Cuarta entrega de la novela 'Viaje y resurrección de Lázaro de Tormes', del escritor y sacerdote dominico Quintín García
Cegado era al principio por tanta luz que fulgía desde riberas e islas del río Tormes, mas hiciéronse mis ojos y estallóme el contento de poder pisar por do de infante varias veces había cruzado, por lo menos dos a lo que la memoria me decía, una cuando mi madre y el moreno amante a la ciudad nos trasladáramos desde la aldea de Tejares, y otra cuando con el ciego de salida hacia Toledo nos fuéramos.
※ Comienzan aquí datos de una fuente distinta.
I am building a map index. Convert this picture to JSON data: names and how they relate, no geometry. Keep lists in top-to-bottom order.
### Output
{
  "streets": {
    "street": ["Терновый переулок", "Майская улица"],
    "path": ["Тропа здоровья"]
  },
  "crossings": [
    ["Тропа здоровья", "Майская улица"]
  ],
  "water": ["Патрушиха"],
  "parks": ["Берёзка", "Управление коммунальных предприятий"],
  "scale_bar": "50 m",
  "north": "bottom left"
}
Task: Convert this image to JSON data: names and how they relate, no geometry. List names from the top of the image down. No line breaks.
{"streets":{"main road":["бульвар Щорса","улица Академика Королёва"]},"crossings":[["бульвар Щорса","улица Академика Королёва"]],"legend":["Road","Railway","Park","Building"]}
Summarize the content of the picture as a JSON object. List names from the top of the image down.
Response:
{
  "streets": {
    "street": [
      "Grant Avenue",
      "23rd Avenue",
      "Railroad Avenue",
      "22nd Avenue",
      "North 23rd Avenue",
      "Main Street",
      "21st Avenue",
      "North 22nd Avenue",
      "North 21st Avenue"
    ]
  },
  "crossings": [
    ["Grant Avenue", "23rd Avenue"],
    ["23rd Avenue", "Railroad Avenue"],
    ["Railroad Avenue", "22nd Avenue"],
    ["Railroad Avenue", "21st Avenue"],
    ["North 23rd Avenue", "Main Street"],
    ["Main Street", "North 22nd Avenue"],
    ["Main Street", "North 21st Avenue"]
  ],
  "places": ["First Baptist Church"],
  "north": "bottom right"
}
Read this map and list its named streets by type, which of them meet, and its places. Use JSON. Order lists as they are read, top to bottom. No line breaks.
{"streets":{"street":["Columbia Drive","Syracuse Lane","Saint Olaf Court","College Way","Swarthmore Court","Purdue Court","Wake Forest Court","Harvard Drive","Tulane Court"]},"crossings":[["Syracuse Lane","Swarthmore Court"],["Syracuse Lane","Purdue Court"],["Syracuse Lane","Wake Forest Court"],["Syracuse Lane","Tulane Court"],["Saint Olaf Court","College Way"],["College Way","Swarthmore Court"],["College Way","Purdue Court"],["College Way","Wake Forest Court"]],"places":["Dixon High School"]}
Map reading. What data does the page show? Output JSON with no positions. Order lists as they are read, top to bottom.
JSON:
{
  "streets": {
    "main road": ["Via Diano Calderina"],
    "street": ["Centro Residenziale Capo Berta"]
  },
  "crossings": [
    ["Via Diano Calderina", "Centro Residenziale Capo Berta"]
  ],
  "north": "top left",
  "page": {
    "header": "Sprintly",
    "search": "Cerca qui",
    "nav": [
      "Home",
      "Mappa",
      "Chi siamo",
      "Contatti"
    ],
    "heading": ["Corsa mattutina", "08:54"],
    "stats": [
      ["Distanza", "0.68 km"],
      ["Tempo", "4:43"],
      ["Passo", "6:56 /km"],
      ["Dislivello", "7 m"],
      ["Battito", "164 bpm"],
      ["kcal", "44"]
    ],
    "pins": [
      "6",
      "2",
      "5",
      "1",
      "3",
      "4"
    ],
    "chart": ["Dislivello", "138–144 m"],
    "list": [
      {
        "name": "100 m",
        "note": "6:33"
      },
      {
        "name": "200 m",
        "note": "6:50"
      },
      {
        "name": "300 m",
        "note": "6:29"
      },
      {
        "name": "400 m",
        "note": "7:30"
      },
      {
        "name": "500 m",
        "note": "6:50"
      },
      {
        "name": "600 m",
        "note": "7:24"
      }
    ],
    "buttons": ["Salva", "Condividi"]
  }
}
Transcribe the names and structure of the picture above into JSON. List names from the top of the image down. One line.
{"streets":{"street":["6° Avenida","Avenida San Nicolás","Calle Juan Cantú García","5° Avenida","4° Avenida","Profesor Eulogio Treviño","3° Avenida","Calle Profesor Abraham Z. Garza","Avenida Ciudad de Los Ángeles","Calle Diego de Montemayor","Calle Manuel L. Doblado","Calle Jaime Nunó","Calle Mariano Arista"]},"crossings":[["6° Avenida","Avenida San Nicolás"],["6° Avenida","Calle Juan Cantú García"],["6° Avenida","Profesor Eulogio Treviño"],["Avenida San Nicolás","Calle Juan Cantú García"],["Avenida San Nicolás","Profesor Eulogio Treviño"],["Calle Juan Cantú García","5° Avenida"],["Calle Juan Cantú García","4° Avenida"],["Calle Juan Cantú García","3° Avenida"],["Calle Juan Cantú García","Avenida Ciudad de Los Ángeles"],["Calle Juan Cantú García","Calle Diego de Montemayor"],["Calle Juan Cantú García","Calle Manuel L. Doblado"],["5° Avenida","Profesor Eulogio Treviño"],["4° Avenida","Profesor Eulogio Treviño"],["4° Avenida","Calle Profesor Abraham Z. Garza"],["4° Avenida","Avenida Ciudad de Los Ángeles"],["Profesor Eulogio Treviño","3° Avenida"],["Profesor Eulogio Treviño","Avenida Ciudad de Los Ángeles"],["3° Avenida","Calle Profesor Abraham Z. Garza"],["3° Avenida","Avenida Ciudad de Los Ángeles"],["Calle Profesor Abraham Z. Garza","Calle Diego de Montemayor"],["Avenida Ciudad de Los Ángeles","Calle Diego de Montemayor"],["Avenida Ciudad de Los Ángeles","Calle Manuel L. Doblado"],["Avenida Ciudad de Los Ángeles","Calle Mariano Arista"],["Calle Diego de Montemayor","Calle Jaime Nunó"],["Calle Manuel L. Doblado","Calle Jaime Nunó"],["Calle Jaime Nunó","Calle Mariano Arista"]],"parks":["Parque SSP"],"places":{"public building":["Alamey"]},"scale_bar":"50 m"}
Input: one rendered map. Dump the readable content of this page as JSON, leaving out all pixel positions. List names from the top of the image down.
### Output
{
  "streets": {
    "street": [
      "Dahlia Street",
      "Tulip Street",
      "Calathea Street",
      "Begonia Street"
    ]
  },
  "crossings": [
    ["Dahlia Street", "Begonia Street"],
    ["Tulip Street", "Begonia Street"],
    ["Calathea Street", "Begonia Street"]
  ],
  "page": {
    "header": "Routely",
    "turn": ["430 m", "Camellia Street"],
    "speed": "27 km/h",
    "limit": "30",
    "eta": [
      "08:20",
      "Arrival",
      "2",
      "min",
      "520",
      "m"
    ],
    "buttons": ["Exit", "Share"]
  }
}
Y si entonces partiera obligado para buscar mala comida y vida, ahora volvía de buen grado para verme, y reconoscerme, y poder curar así las añoranzas de mirarme en lo pasado que siempre tuve en mi vida, aunque nunca las dijera mi auctor en letras. Pues se sabe que animal pronto destetado, teta añora.
Empecé a cruzar la tal puente con pie despacio imaginándome cómo lo haría entonces de la mano de mi madre y abriéronseme las lágrimas de recordalla en aquellos menesteres tan precarios y de gente baja y necesitada, y aun a mí mismo víame della agarrado de la mano o en sus faldas sin que nadie una mirada nos dedicara si no fuera de desprecio, mientras que agora convertido era en persona importante para invitalle a Congresos de Letras y hacerle estatua firme para su recordación de cuantos a esta ciudad vinieren, por lo que el deán dijérame. ¡Válgame Dios sea verdad que quien busca halla!, según rezan los Santos Evangelios.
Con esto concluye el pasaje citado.